# First board cut slingshot? And bands?



## Dane Robinson (Dec 10, 2014)

Hello! I had a quick question? Im thinking about making my first slingshot. but im not sure what to buy?

slingshot template: first off im looking for a basic slingshot template that is ideal for beginners I don't know if I should make one with a wider fork? does it even matter? I don't have any experience shooting so I don't want a fork break would a wide fork prevent less fork breaks? any links to templates would be great!

Bands: what type of band would u recommend for a beginner? I don't want anything that I cant pull back, but I do want a good powerful band! I would prefer the band tubeing. and also what form of attachment would u recommend, to connect the the bands to the frame?

wood type? any woods out there that are less likely to split? I have heard a lot of people use multi plex plywood but I went to my local Home Depot and they didn't have any, where can u buy it? any other wood recommendations would be greatly apretiated!!!!! Thank You!


----------



## Imperial (Feb 9, 2011)

1) go to the templates section and have a look what catches your eye

2)go a bit wide if your just beginning or not sure. over time you'll figure your skill out.

3)if you prefer tubing, go to a big 5 store or similar and but the red tapered tubes by trumark, the RRT ones.attach by tieing them with a rubber band . (unless your familiar with the hole in the fork tip to attach with the "ball-in" method)

4)there no such wording as "multiplex" in america, thats theatres, in america its called "plywood". go to a michaels craft store and buy yourself some plywood there, its all birch plywood- its good. you can always make it thicker by glueing two pieces together.

any slingshot template can be sized by making it smaller or bigger when you print it out. dont be afraid to make it more comfortable to hold. you will build many before you get an idea of what you like. slingshots is all about personal preference.

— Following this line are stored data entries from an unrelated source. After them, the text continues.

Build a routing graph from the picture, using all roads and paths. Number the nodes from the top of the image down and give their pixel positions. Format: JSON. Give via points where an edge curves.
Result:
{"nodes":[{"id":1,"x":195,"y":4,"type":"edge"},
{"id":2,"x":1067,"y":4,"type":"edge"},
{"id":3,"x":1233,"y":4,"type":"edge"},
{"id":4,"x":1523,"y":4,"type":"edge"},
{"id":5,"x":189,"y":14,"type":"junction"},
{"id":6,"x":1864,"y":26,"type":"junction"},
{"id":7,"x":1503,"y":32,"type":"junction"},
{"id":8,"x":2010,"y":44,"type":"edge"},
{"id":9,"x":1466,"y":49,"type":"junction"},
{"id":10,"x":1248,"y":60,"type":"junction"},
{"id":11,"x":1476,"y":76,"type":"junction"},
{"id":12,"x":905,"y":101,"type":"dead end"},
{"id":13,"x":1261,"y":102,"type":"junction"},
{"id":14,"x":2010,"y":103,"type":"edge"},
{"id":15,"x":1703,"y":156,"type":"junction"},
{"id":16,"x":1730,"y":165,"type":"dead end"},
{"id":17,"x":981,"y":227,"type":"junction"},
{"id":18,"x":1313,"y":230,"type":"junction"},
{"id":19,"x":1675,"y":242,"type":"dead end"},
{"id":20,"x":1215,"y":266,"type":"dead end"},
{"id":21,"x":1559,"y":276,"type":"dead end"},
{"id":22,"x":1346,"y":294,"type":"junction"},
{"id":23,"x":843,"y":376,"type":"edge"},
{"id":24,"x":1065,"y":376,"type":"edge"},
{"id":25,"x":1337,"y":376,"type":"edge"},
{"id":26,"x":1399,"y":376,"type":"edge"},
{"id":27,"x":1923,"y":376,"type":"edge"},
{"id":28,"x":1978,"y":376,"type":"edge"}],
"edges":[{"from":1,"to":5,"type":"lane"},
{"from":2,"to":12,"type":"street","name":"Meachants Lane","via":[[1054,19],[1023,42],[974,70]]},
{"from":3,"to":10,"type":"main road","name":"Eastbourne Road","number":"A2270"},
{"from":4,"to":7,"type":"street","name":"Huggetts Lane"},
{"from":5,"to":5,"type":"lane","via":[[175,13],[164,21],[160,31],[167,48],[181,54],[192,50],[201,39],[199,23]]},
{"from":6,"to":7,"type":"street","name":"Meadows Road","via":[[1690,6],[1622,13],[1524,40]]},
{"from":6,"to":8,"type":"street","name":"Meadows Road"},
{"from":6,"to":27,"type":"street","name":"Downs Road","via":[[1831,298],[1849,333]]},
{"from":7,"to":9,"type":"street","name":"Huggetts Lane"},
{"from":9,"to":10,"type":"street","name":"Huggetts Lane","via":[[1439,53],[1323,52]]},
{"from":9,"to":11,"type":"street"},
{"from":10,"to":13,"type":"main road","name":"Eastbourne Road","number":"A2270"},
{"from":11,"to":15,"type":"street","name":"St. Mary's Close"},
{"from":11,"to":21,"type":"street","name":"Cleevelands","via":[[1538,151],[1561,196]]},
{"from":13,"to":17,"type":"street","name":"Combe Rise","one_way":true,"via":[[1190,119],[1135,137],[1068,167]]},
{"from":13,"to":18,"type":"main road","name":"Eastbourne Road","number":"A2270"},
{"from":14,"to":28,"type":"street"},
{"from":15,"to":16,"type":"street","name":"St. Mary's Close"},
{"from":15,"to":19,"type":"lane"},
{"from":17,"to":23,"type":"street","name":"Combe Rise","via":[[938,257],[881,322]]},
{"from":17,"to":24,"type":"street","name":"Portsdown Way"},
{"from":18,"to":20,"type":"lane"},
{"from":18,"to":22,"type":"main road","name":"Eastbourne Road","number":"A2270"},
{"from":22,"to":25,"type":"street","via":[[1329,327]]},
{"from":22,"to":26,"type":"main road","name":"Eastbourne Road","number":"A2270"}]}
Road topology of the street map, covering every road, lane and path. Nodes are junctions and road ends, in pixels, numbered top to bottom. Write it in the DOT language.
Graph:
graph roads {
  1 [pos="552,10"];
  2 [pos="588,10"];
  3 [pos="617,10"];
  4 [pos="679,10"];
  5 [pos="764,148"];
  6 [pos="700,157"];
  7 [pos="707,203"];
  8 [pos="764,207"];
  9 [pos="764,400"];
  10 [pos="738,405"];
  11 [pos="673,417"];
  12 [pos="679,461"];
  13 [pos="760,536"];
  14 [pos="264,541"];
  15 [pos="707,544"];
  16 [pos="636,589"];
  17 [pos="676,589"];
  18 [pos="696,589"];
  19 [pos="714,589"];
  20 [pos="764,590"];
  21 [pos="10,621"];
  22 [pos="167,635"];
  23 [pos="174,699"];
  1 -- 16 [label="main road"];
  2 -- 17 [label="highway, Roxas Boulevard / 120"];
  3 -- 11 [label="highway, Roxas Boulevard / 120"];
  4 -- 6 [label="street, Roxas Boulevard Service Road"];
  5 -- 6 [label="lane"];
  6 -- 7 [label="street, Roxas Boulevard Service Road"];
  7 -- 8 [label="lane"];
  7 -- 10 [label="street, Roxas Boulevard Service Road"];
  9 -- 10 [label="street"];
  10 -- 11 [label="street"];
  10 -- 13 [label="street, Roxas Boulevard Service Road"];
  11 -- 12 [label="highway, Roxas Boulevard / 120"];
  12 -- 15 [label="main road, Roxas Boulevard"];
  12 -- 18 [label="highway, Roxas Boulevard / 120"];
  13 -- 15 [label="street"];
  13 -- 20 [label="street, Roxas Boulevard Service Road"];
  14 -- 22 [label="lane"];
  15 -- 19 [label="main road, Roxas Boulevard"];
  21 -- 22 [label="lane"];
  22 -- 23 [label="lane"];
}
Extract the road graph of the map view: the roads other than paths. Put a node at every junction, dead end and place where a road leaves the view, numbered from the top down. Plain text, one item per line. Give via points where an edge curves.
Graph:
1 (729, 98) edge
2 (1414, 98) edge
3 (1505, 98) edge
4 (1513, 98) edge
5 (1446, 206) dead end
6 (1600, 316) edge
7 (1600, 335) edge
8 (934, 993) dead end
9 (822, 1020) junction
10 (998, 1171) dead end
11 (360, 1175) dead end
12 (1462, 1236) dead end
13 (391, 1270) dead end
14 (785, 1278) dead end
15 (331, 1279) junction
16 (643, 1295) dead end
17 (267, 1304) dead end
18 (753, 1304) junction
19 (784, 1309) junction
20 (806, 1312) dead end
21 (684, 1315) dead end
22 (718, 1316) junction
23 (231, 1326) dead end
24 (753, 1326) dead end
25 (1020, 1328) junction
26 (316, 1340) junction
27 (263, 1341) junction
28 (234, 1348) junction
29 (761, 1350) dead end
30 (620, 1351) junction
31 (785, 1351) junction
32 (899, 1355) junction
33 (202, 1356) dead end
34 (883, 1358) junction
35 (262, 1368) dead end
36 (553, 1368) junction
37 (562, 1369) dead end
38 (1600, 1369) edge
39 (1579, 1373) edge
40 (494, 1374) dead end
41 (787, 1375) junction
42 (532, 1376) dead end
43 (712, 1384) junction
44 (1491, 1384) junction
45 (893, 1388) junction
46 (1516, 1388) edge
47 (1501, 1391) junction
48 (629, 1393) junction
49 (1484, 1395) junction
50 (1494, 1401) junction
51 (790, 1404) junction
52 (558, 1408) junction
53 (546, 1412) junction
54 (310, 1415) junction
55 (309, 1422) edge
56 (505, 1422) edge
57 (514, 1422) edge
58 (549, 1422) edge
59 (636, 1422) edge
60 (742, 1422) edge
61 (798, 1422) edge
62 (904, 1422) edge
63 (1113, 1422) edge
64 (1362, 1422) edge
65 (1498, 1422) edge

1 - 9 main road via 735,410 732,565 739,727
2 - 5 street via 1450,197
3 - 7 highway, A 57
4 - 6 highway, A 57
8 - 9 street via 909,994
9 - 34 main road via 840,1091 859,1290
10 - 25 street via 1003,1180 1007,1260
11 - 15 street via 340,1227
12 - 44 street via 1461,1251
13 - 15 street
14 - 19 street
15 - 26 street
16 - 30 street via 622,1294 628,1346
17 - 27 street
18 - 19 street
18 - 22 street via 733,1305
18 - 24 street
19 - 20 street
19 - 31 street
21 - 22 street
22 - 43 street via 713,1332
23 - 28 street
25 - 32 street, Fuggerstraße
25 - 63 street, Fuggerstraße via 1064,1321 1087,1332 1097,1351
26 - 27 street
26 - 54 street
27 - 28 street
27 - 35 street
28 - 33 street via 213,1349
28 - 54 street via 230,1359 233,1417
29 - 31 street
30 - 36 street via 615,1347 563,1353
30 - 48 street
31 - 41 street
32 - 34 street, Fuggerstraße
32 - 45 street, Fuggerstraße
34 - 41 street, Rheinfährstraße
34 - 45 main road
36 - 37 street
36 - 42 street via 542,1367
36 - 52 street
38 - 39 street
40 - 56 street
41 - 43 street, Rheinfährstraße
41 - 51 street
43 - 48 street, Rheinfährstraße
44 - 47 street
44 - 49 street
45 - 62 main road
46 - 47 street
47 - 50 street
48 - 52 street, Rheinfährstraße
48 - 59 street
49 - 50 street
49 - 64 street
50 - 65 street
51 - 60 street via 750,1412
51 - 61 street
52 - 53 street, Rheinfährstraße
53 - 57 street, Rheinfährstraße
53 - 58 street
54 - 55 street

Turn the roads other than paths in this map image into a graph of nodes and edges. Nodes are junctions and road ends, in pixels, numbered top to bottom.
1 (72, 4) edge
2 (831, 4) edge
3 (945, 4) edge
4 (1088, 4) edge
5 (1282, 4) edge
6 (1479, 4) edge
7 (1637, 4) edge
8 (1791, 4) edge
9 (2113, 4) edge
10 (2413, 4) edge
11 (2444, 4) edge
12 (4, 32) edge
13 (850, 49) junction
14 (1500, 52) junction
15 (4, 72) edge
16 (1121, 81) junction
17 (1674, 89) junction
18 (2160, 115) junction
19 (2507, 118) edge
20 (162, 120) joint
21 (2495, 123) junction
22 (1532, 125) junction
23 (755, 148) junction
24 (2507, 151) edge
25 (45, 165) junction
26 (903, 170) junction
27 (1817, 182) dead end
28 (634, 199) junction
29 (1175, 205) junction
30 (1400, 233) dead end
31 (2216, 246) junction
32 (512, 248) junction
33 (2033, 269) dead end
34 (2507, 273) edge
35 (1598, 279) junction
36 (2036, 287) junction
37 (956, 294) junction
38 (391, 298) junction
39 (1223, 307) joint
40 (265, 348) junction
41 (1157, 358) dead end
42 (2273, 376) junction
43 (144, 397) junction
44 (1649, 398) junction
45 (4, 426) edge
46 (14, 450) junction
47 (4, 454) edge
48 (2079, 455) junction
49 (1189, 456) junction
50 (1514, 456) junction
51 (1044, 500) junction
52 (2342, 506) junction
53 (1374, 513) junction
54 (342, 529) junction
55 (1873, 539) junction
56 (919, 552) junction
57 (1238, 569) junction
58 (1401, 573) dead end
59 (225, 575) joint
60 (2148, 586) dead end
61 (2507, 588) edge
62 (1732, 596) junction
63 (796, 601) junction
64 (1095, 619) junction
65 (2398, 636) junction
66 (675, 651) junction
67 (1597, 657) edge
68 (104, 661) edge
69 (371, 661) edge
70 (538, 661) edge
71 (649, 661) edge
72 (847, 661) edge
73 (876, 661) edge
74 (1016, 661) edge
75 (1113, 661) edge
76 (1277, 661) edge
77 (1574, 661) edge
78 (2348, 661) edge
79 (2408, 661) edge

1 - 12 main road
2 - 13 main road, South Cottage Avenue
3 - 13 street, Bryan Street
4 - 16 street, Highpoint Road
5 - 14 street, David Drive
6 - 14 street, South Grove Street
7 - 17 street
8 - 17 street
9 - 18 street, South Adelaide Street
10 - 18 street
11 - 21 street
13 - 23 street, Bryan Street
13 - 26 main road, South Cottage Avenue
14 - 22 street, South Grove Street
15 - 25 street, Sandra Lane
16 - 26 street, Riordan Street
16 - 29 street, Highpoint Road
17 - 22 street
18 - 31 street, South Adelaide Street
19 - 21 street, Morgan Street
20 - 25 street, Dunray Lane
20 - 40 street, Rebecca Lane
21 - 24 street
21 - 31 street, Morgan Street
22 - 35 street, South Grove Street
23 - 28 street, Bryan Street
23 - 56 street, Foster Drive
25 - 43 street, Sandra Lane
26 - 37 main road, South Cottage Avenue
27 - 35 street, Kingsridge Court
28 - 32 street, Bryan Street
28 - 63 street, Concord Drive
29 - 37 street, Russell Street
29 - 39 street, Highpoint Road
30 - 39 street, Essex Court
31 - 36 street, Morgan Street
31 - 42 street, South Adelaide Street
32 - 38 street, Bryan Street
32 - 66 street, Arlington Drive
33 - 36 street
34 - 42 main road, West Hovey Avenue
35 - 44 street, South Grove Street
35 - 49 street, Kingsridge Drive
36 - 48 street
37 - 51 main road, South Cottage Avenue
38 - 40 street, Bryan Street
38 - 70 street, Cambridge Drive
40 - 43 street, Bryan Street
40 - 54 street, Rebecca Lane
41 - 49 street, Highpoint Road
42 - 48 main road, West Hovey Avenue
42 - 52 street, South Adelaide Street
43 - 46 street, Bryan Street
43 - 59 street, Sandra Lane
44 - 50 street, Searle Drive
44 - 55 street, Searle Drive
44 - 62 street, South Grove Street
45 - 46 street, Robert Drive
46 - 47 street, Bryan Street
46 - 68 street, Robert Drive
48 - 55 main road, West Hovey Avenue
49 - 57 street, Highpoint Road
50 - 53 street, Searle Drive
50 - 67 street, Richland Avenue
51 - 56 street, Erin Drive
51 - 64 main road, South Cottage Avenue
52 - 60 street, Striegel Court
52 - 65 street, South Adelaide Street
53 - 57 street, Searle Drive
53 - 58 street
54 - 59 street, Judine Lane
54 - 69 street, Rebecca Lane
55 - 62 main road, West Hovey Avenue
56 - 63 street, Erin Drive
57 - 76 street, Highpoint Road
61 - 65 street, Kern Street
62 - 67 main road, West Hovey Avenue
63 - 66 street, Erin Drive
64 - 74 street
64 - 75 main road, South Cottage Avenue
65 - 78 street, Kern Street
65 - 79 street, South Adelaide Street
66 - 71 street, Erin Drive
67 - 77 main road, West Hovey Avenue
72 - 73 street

have a look here, it may help- http://slingshotforum.com/topic/19316-beginner-slingshot-builders-kit/


----------



## DogBox (Aug 11, 2014)

Hey Dane! Welcome to the Forum!

Have a real good explore around the Forum site... Here's that Templates section Imperial spoke of.. http://slingshotforum.com/forum/27-templates-support-topics/

Don't forget, at the top on the Home page, the Vendors... people who make and sell slingshots, bands & tubes, pouches, ammo, and you know their wares are good as they all shoot as well.

Never be afraid to ask Questions and be prepared to read up on a fair bit... You'll enjoy yourself here!! :banana:


----------



## Dane Robinson (Dec 10, 2014)

I understand what your saying about the ball in tube method but is that safe? I have heard it can be very dangerous?


----------



## DogBox (Aug 11, 2014)

Dane Robinson said:


> I understand what your saying about the ball in tube method but is that safe? I have heard it can be very dangerous?


Just make sure that you wash the end of the tube & the ball in something like isopropyl alcohol, and while still wet [acts like a lubricant] force a largish ball bearing into the tube and let alone to dry properly before firing. Check on it every now and again, but it should be ok. Cleanliness is the trick to keeping them in!


----------



## Btoon84 (Nov 22, 2011)

Welcome to the forum Some great answers to your questions already. One option would be to get yourself a bamboo cutting board. Very strong. Or a high density plastic cutting board. Pretty much Indestructible.


----------



## LBH2 (Jul 20, 2013)

Welcome from a fellow Californian&#8230;.are you near a Woodcraft Supply? They carry multiplex as well as all other woods, cheers, LBH2


----------



## Prototype.x (Jun 16, 2014)

The baby dragon by Hrawk was my first, highly recommend it man. As for bands theraband gold, pouch leather good old steer leather will do


----------